■ Data provided
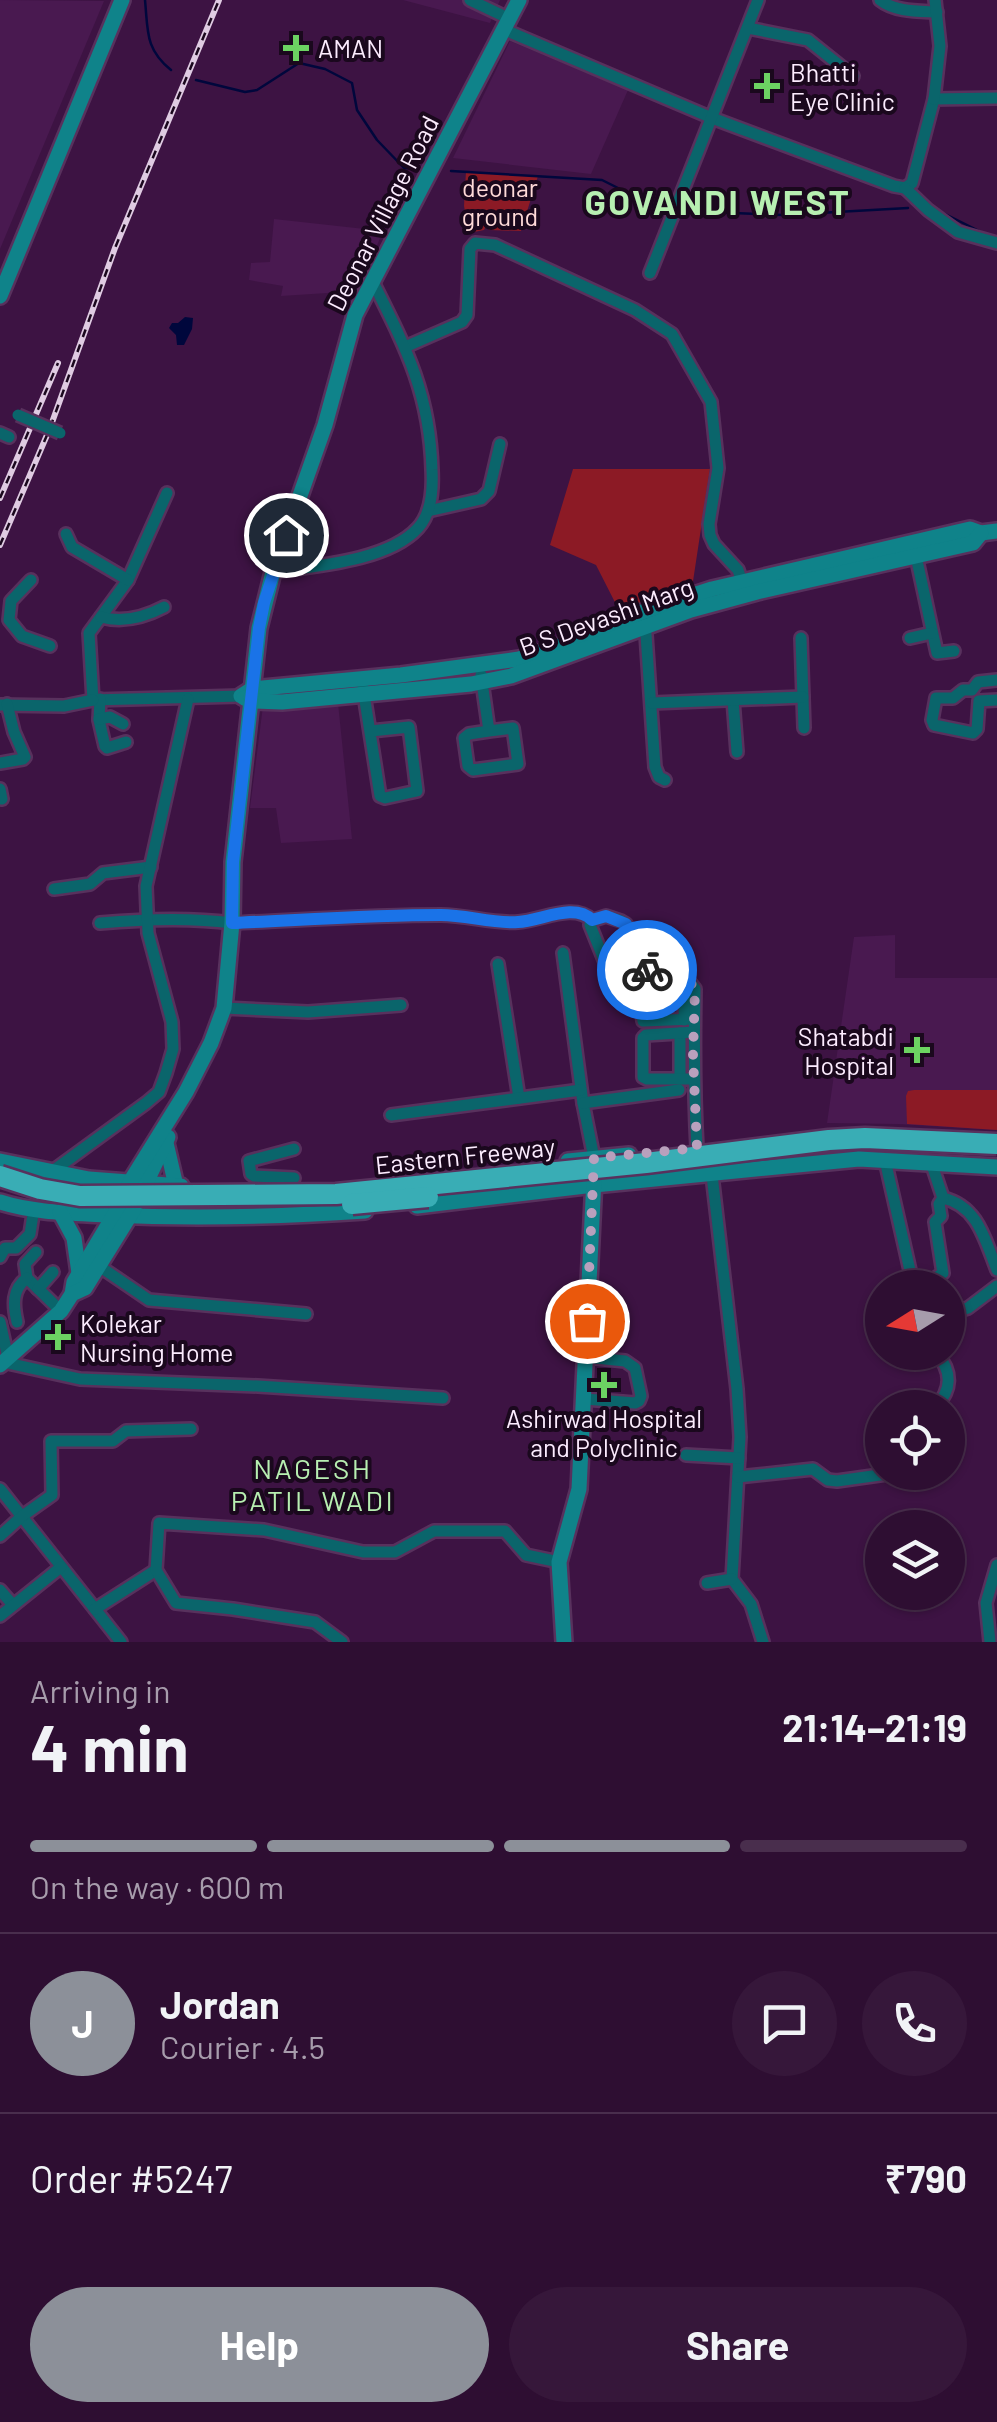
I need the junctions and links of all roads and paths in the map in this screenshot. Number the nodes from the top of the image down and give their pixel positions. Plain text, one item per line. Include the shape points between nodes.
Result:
1 (119, 0) edge
2 (470, 0) edge
3 (519, 0) edge
4 (758, 0) edge
5 (880, 0) edge
6 (936, 6) edge
7 (507, 24) junction
8 (748, 28) junction
9 (853, 76) dead end
10 (997, 98) edge
11 (934, 99) junction
12 (712, 118) junction
13 (905, 188) junction
14 (36, 199) junction
15 (997, 244) edge
16 (650, 273) dead end
17 (0, 276) edge
18 (373, 282) junction
19 (0, 296) edge
20 (406, 346) junction
21 (18, 415) dead end
22 (60, 432) dead end
23 (500, 444) dead end
24 (168, 494) dead end
25 (428, 511) junction
26 (989, 532) edge
27 (66, 534) dead end
28 (916, 556) junction
29 (274, 572) junction
30 (31, 580) dead end
31 (128, 580) junction
32 (744, 588) junction
33 (164, 607) dead end
34 (100, 617) junction
35 (645, 619) junction
36 (932, 634) junction
37 (800, 638) dead end
38 (910, 638) dead end
39 (50, 646) dead end
40 (954, 651) dead end
41 (481, 674) junction
42 (997, 680) edge
43 (363, 686) junction
44 (248, 696) junction
45 (803, 696) junction
46 (97, 699) junction
47 (115, 699) junction
48 (188, 699) junction
49 (733, 700) junction
50 (997, 700) edge
51 (4, 704) edge
52 (652, 704) junction
53 (99, 719) junction
54 (804, 728) dead end
55 (370, 730) junction
56 (489, 731) junction
57 (126, 742) dead end
58 (736, 752) dead end
59 (0, 763) edge
60 (665, 780) dead end
61 (151, 867) junction
62 (54, 889) dead end
63 (147, 919) junction
64 (592, 920) junction
65 (100, 922) dead end
66 (232, 923) junction
67 (564, 953) dead end
68 (498, 964) dead end
69 (642, 972) junction
70 (662, 974) junction
71 (664, 1000) dead end
72 (401, 1005) dead end
73 (224, 1008) junction
74 (688, 1030) junction
75 (684, 1082) junction
76 (582, 1097) junction
77 (519, 1098) junction
78 (391, 1114) dead end
79 (162, 1141) junction
80 (997, 1142) edge
81 (697, 1148) junction
82 (294, 1149) dead end
83 (997, 1154) edge
84 (594, 1158) junction
85 (884, 1160) junction
86 (0, 1161) edge
87 (932, 1165) junction
88 (997, 1167) edge
89 (50, 1173) junction
90 (712, 1175) junction
91 (0, 1176) edge
92 (294, 1178) dead end
93 (90, 1179) junction
94 (268, 1182) junction
95 (138, 1183) junction
96 (594, 1185) junction
97 (176, 1186) junction
98 (942, 1198) junction
99 (1, 1200) edge
100 (34, 1208) junction
101 (60, 1212) junction
102 (122, 1215) junction
103 (36, 1252) dead end
104 (0, 1257) edge
105 (99, 1266) junction
106 (910, 1270) edge
107 (943, 1270) edge
108 (997, 1270) edge
109 (53, 1272) dead end
110 (79, 1273) junction
111 (27, 1278) junction
112 (997, 1286) edge
113 (38, 1289) junction
114 (72, 1294) junction
115 (965, 1309) edge
116 (61, 1311) junction
117 (306, 1314) dead end
118 (0, 1322) edge
119 (17, 1322) dead end
120 (586, 1356) junction
121 (4, 1362) edge
122 (443, 1398) dead end
123 (584, 1399) junction
124 (191, 1429) dead end
125 (686, 1455) dead end
126 (738, 1458) junction
127 (738, 1477) junction
128 (865, 1477) edge
129 (0, 1489) edge
130 (22, 1516) junction
131 (0, 1536) edge
132 (559, 1562) junction
133 (997, 1565) edge
134 (62, 1567) junction
135 (156, 1570) junction
136 (732, 1579) junction
137 (708, 1583) dead end
138 (0, 1590) edge
139 (13, 1605) junction
140 (95, 1609) junction
141 (0, 1616) edge
142 (324, 1636) edge
143 (121, 1642) edge
144 (342, 1642) edge
145 (564, 1642) edge
146 (764, 1642) edge
147 (990, 1642) edge

1 - 14 main road
2 - 7 street
3 - 7 main road, Deonar Village Road
4 - 8 street
5 - 6 street via 908,10
6 - 11 street
7 - 12 street
7 - 18 main road, Deonar Village Road
8 - 9 street via 808,40
8 - 12 street
10 - 11 street
11 - 13 street via 912,183
12 - 13 street
12 - 16 street
13 - 15 street via 958,232
14 - 17 main road
14 - 19 main road
18 - 20 street
18 - 29 main road, Deonar Village Road via 354,315 325,425
20 - 25 street via 431,438
20 - 32 street via 467,316 470,249 476,244 495,245 672,334 711,402 718,468 710,535
21 - 22 street, bridge
23 - 25 street via 482,499
24 - 31 street
25 - 29 street via 418,529 391,546 348,562
26 - 28 main road, B S Devashi Marg
26 - 32 main road, B S Devashi Marg via 970,529
27 - 31 street via 72,547
28 - 32 main road, B S Devashi Marg
28 - 36 street
29 - 44 main road, Deonar Village Road
30 - 39 street via 11,601 10,620 22,636
31 - 34 street
32 - 35 main road, B S Devashi Marg
33 - 34 street via 132,619
34 - 46 street via 89,632
35 - 41 main road, B S Devashi Marg
35 - 52 street
36 - 38 street
36 - 40 street via 937,653
37 - 45 street
41 - 43 main road, B S Devashi Marg
41 - 56 street
42 - 50 street via 936,698 932,720 973,733 978,701
43 - 44 main road, B S Devashi Marg
43 - 55 street
44 - 48 street, B S Devashi Marg
44 - 66 main road, Deonar Village Road
45 - 49 street
45 - 54 street
46 - 47 street, B S Devashi Marg
46 - 51 street, B S Devashi Marg via 64,706
46 - 53 street
47 - 48 street, B S Devashi Marg
47 - 53 street via 120,722
48 - 61 street
49 - 52 street
49 - 58 street
51 - 59 street via 24,757
52 - 60 street via 655,767
53 - 57 street via 106,748
55 - 55 street via 380,796 417,791 408,727
56 - 56 street via 464,738 470,770 518,764 513,728
61 - 62 street
61 - 63 street
63 - 65 street
63 - 66 street
63 - 89 street via 172,1022 173,1048 159,1092
64 - 66 street via 563,913 519,922 444,914
64 - 69 street via 606,916 626,924 640,950
64 - 69 street via 609,972
66 - 73 main road, Deonar Village Road
67 - 76 street
68 - 77 street
69 - 70 street
69 - 74 street via 643,1020
70 - 71 street
70 - 74 street via 695,988
72 - 73 street via 308,1012
73 - 79 main road, Deonar Village Road
74 - 75 street
74 - 75 street via 643,1038 643,1077
75 - 76 street
75 - 81 street
76 - 77 street
76 - 84 street
77 - 78 street
79 - 93 main road via 129,1166
79 - 95 main road
79 - 97 main road
80 - 81 main road via 866,1132
80 - 91 highway, Eastern Freeway, bridge via 829,1140 336,1194 80,1196
81 - 84 main road
82 - 94 street via 249,1161 251,1174
83 - 99 highway, Eastern Freeway, bridge via 833,1150 389,1202 258,1209
84 - 94 main road via 333,1187
84 - 96 main road
85 - 87 main road
85 - 90 main road
85 - 106 street
86 - 89 main road
87 - 88 main road
87 - 98 street
89 - 93 main road
90 - 96 main road
90 - 126 street via 738,1389
92 - 94 street
93 - 95 main road
94 - 97 main road
95 - 97 main road
95 - 102 main road
96 - 102 main road via 387,1210
96 - 120 main road
98 - 107 street via 935,1222
98 - 108 street via 978,1222
99 - 100 main road
100 - 101 main road
100 - 104 street via 30,1234
101 - 102 main road
101 - 110 main road via 74,1238
102 - 105 main road
102 - 110 main road
103 - 111 street via 24,1264
105 - 114 main road via 85,1288
105 - 117 street via 149,1300
109 - 113 street
110 - 114 main road
111 - 113 street
111 - 119 street via 14,1297
112 - 115 street
113 - 116 street
114 - 116 main road
116 - 121 main road
118 - 121 street
120 - 123 main road
120 - 123 street via 635,1368 641,1396 635,1403
121 - 122 street via 80,1380
123 - 132 main road via 579,1489
124 - 130 street via 126,1431 113,1441 52,1441 52,1494
125 - 126 street
126 - 127 street
127 - 128 street via 813,1469 828,1480
127 - 136 street
129 - 130 street
130 - 131 street
130 - 134 street
132 - 135 street via 526,1554 505,1532 434,1531 395,1552 363,1552 264,1530 159,1522
132 - 145 main road
133 - 147 street via 986,1603
134 - 139 street
134 - 140 street
135 - 140 street
135 - 142 street via 176,1604 315,1622
136 - 137 street
136 - 146 street via 751,1604
138 - 139 street
139 - 141 street
140 - 143 street
142 - 144 street

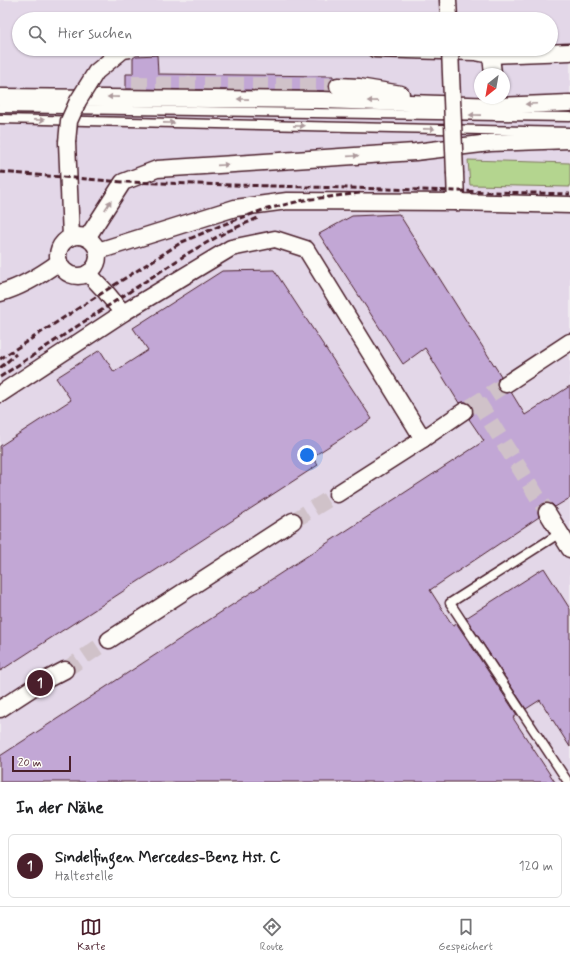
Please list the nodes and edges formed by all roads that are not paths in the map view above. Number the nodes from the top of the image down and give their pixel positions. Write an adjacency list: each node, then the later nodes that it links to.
1 (448, 0): 2 (street)
2 (449, 12)
3 (558, 52): 4 (street)
4 (570, 52)
5 (116, 56): 22 (street, bridge)
6 (450, 56): 20 (street, bridge)
7 (490, 56): 8 (street)
8 (492, 68)
9 (338, 86): 11 (street)
10 (0, 97): 11 (street, one-way to 10)
11 (424, 102): 12 (street)
12 (474, 102)
13 (510, 102): 14 (street, one-way to 13)
14 (570, 102)
15 (0, 108): 16 (lane, one-way to 15)
16 (570, 117)
17 (0, 119): 18 (lane, one-way to 18)
18 (570, 132)
19 (570, 140): 23 (street, one-way to 19)
20 (456, 202): 21 (street); 24 (street)
21 (570, 205)
22 (71, 237): 23 (street); 25 (street)
23 (87, 238): 24 (street)
24 (98, 251): 26 (street)
25 (59, 262): 26 (street); 27 (street)
26 (88, 273): 28 (street)
27 (0, 293)
28 (123, 313): 31 (street); 33 (street)
29 (570, 342): 30 (street)
30 (506, 384)
31 (0, 394)
32 (464, 411): 33 (street)
33 (423, 439): 34 (street)
34 (337, 494)
35 (547, 512): 37 (street)
36 (293, 521): 39 (street)
37 (560, 533): 38 (street); 42 (lane)
38 (570, 549)
39 (109, 640)
40 (65, 670): 41 (street)
41 (0, 708)
42 (568, 782)

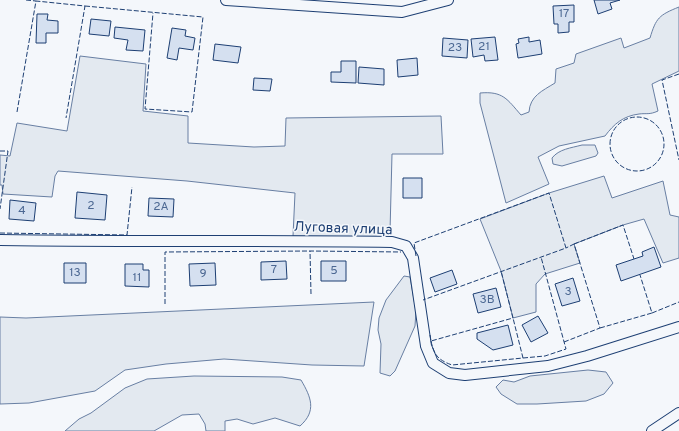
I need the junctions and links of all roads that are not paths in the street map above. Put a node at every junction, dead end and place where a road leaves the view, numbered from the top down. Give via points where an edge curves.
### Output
1 (226, 0) edge
2 (448, 0) edge
3 (0, 240) edge
4 (679, 327) edge
5 (679, 413) edge
6 (652, 431) edge

1 - 2 street via 402,12
3 - 4 street, Луговая улица via 301,240 392,242 406,246 413,258 426,346 434,363 449,373 465,375 548,366
5 - 6 street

■ Exercise goal
Only what runs from the line containing "Please list the" through the end of the entries above should be extracted, exactly and without pictures.

■ Task result
Please list the nodes and edges formed by all roads that are not paths in the map view above. Number the nodes from the top of the image down and give their pixel positions. Write an adjacency list: each node, then the later nodes that it links to.
1 (448, 0): 2 (street)
2 (449, 12)
3 (558, 52): 4 (street)
4 (570, 52)
5 (116, 56): 22 (street, bridge)
6 (450, 56): 20 (street, bridge)
7 (490, 56): 8 (street)
8 (492, 68)
9 (338, 86): 11 (street)
10 (0, 97): 11 (street, one-way to 10)
11 (424, 102): 12 (street)
12 (474, 102)
13 (510, 102): 14 (street, one-way to 13)
14 (570, 102)
15 (0, 108): 16 (lane, one-way to 15)
16 (570, 117)
17 (0, 119): 18 (lane, one-way to 18)
18 (570, 132)
19 (570, 140): 23 (street, one-way to 19)
20 (456, 202): 21 (street); 24 (street)
21 (570, 205)
22 (71, 237): 23 (street); 25 (street)
23 (87, 238): 24 (street)
24 (98, 251): 26 (street)
25 (59, 262): 26 (street); 27 (street)
26 (88, 273): 28 (street)
27 (0, 293)
28 (123, 313): 31 (street); 33 (street)
29 (570, 342): 30 (street)
30 (506, 384)
31 (0, 394)
32 (464, 411): 33 (street)
33 (423, 439): 34 (street)
34 (337, 494)
35 (547, 512): 37 (street)
36 (293, 521): 39 (street)
37 (560, 533): 38 (street); 42 (lane)
38 (570, 549)
39 (109, 640)
40 (65, 670): 41 (street)
41 (0, 708)
42 (568, 782)

I need the junctions and links of all roads that are not paths in the street map above. Put a node at every junction, dead end and place where a road leaves the view, numbered from the top down. Give via points where an edge curves.
### Output
1 (226, 0) edge
2 (448, 0) edge
3 (0, 240) edge
4 (679, 327) edge
5 (679, 413) edge
6 (652, 431) edge

1 - 2 street via 402,12
3 - 4 street, Луговая улица via 301,240 392,242 406,246 413,258 426,346 434,363 449,373 465,375 548,366
5 - 6 street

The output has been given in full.